### YOUR INSTRUCTIONS
Report only how many lines below include "Mapocho".

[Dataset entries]
= = = = =

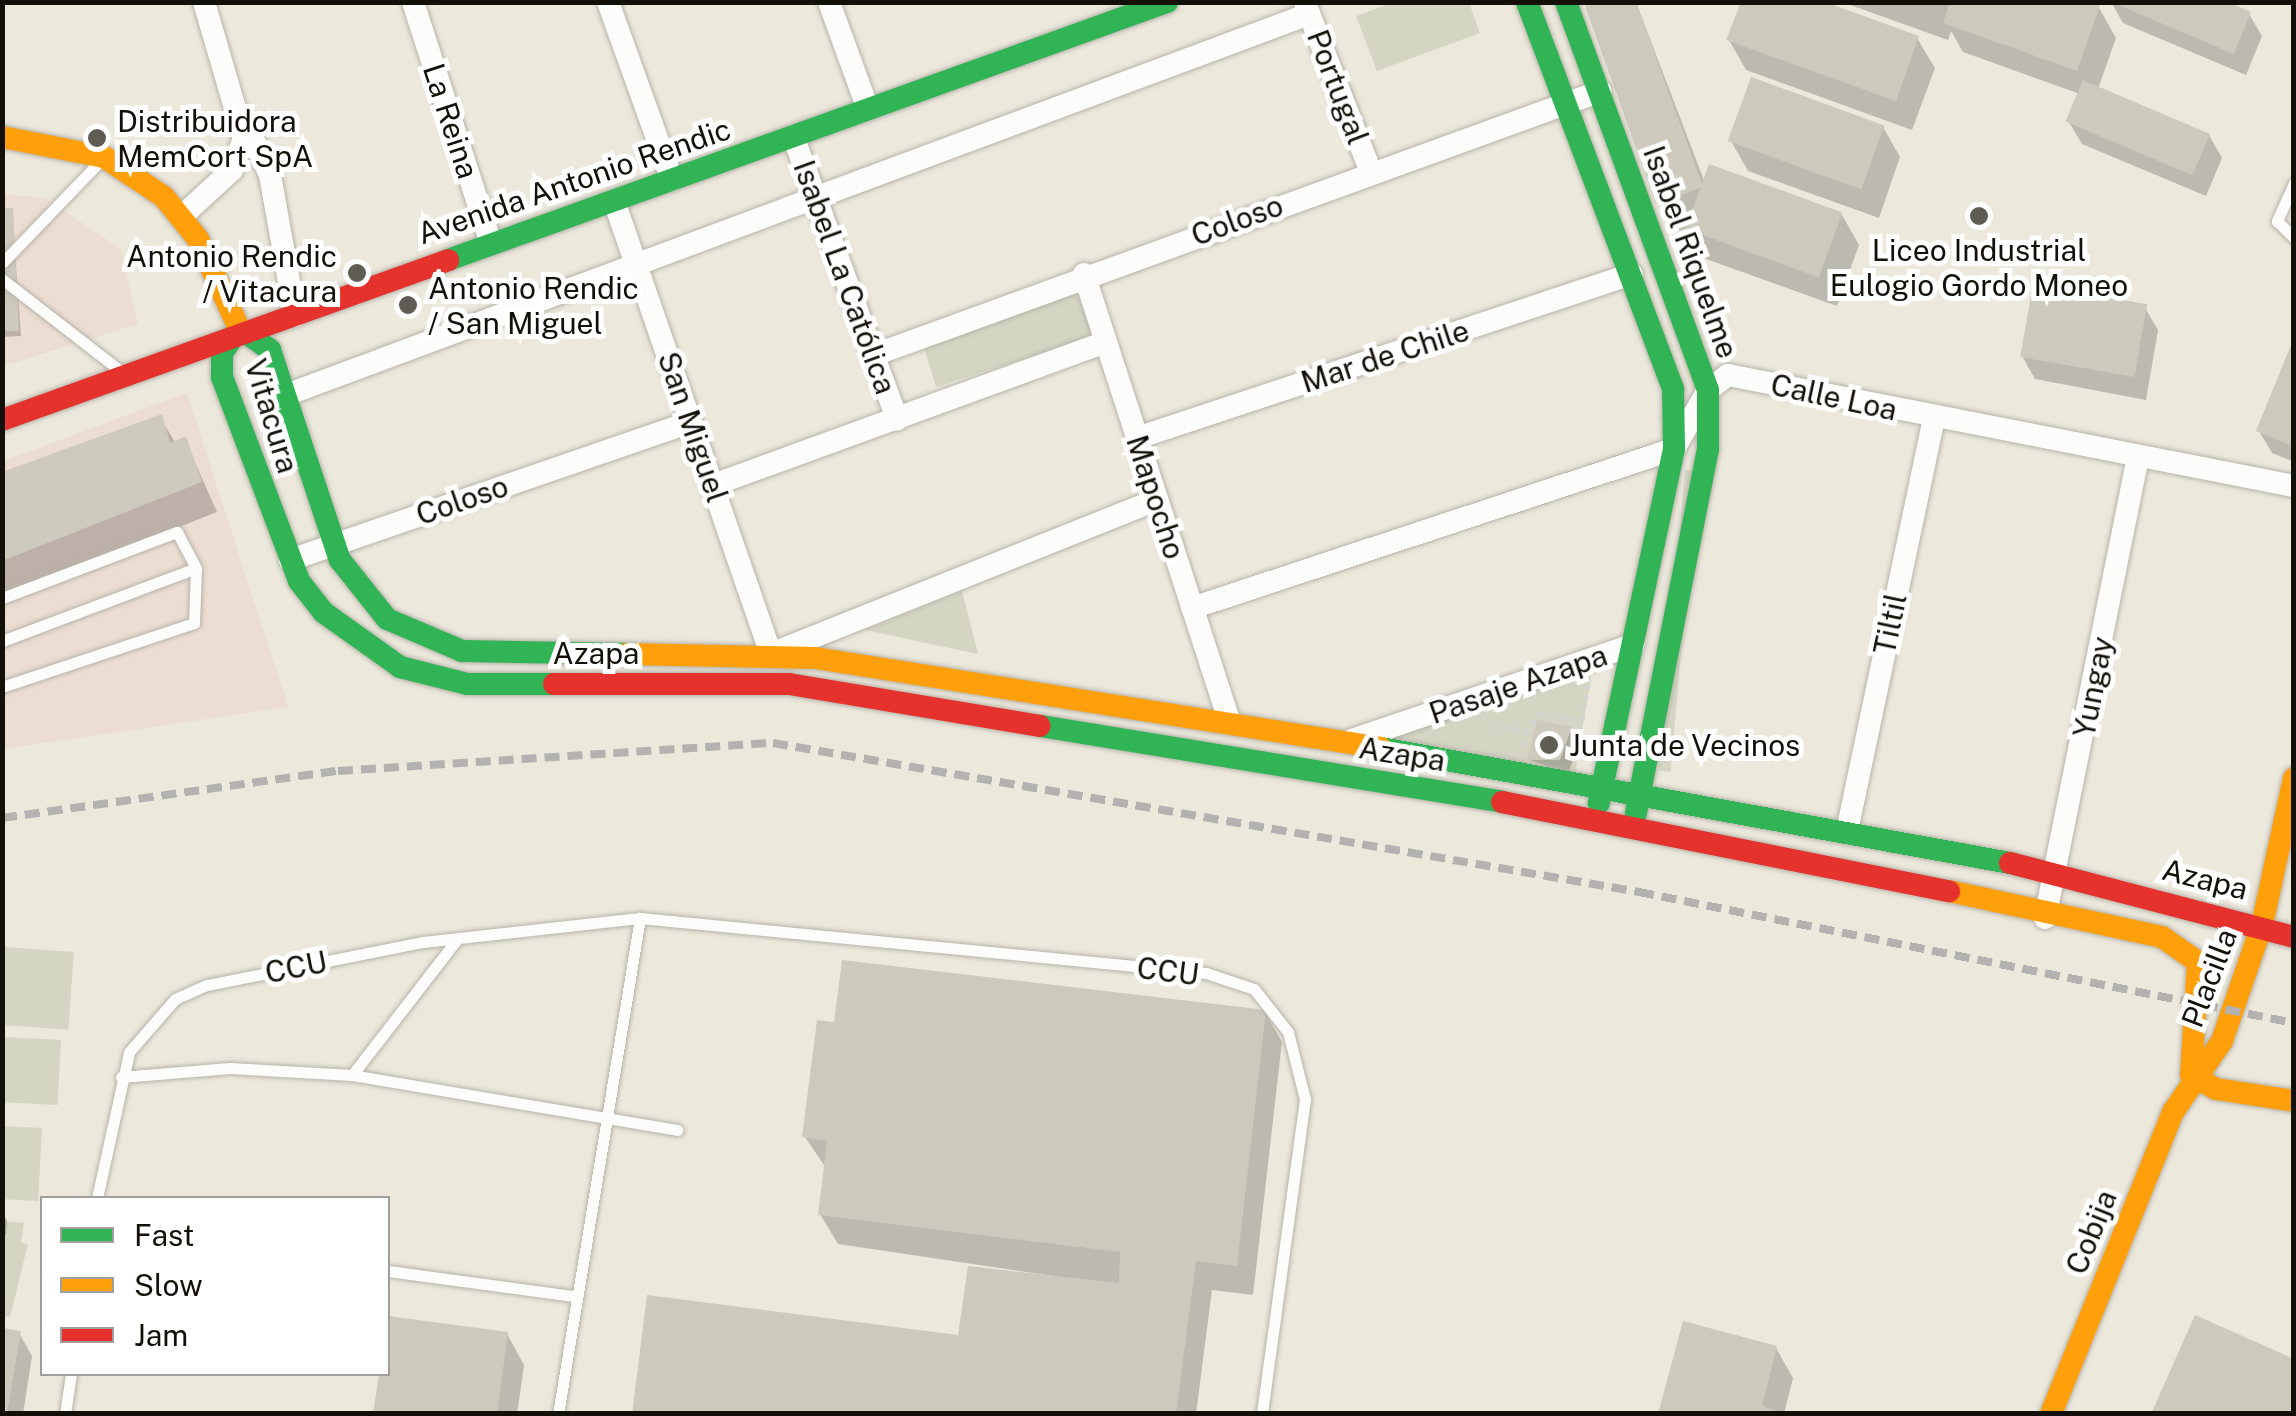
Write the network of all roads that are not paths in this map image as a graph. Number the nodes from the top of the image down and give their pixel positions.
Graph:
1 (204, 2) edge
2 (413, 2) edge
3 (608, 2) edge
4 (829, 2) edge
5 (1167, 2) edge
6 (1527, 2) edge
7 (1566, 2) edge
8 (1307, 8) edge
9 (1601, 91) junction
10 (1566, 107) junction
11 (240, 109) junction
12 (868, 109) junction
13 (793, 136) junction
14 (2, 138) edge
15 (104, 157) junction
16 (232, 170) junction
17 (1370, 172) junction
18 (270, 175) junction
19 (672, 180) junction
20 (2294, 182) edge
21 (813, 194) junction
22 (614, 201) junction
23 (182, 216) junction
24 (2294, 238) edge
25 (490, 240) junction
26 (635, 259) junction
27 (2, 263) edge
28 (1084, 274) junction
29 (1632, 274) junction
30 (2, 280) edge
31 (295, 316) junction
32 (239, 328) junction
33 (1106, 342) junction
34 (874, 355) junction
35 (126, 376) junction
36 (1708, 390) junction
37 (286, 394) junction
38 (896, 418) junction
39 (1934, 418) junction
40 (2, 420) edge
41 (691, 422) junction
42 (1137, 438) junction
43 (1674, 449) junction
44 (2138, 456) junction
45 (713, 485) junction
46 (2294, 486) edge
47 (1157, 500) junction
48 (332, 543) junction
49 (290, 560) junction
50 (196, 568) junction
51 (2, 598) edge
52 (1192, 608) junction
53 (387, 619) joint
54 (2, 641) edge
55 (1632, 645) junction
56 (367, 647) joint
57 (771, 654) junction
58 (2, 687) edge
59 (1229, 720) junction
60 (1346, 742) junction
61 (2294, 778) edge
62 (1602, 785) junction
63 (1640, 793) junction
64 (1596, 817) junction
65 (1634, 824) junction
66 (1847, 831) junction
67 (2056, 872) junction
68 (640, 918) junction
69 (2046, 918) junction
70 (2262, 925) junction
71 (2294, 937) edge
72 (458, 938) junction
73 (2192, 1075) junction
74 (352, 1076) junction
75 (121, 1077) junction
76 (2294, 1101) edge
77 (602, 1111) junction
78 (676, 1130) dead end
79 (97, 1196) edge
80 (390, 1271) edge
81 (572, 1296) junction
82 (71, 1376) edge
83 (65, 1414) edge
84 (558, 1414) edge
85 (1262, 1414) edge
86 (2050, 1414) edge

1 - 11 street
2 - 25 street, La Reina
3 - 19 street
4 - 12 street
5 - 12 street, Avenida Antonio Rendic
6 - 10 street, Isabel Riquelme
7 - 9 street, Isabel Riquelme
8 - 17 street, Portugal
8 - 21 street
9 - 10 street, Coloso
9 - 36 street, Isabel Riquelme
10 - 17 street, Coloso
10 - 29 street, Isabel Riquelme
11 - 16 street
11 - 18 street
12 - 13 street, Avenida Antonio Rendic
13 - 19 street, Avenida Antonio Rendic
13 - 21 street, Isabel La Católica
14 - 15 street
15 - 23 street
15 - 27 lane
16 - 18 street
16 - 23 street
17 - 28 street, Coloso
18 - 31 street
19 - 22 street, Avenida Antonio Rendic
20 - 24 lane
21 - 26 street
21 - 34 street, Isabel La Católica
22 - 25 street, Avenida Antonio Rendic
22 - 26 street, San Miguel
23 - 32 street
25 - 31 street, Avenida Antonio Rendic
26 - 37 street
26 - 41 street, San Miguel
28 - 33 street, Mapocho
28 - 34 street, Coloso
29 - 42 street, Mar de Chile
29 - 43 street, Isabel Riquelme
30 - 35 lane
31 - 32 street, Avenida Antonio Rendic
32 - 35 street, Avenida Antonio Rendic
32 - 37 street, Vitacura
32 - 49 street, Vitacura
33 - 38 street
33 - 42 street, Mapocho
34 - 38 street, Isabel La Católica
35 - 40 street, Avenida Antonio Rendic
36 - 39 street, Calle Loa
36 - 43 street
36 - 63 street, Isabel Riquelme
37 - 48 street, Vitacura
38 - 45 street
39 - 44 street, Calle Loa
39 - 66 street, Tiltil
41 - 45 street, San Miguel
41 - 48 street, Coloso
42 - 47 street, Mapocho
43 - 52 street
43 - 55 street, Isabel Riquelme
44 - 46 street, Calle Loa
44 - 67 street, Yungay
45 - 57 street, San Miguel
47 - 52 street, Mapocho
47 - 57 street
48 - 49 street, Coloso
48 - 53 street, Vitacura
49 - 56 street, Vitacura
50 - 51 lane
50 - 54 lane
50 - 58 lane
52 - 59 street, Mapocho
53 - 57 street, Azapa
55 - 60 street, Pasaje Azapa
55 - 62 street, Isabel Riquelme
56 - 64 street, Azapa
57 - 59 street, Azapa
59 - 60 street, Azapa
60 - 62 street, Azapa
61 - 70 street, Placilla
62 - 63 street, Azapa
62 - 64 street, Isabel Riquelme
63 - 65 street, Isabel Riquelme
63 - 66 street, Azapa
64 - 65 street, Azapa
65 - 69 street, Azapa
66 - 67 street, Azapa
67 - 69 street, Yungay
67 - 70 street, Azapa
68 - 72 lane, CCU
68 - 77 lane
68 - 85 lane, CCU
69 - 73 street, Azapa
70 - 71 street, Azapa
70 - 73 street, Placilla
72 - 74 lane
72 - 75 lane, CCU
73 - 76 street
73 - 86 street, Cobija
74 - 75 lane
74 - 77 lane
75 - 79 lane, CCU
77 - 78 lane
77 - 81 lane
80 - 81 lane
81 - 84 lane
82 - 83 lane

= = = = =

### ANSWER TO THE PROBLEM
5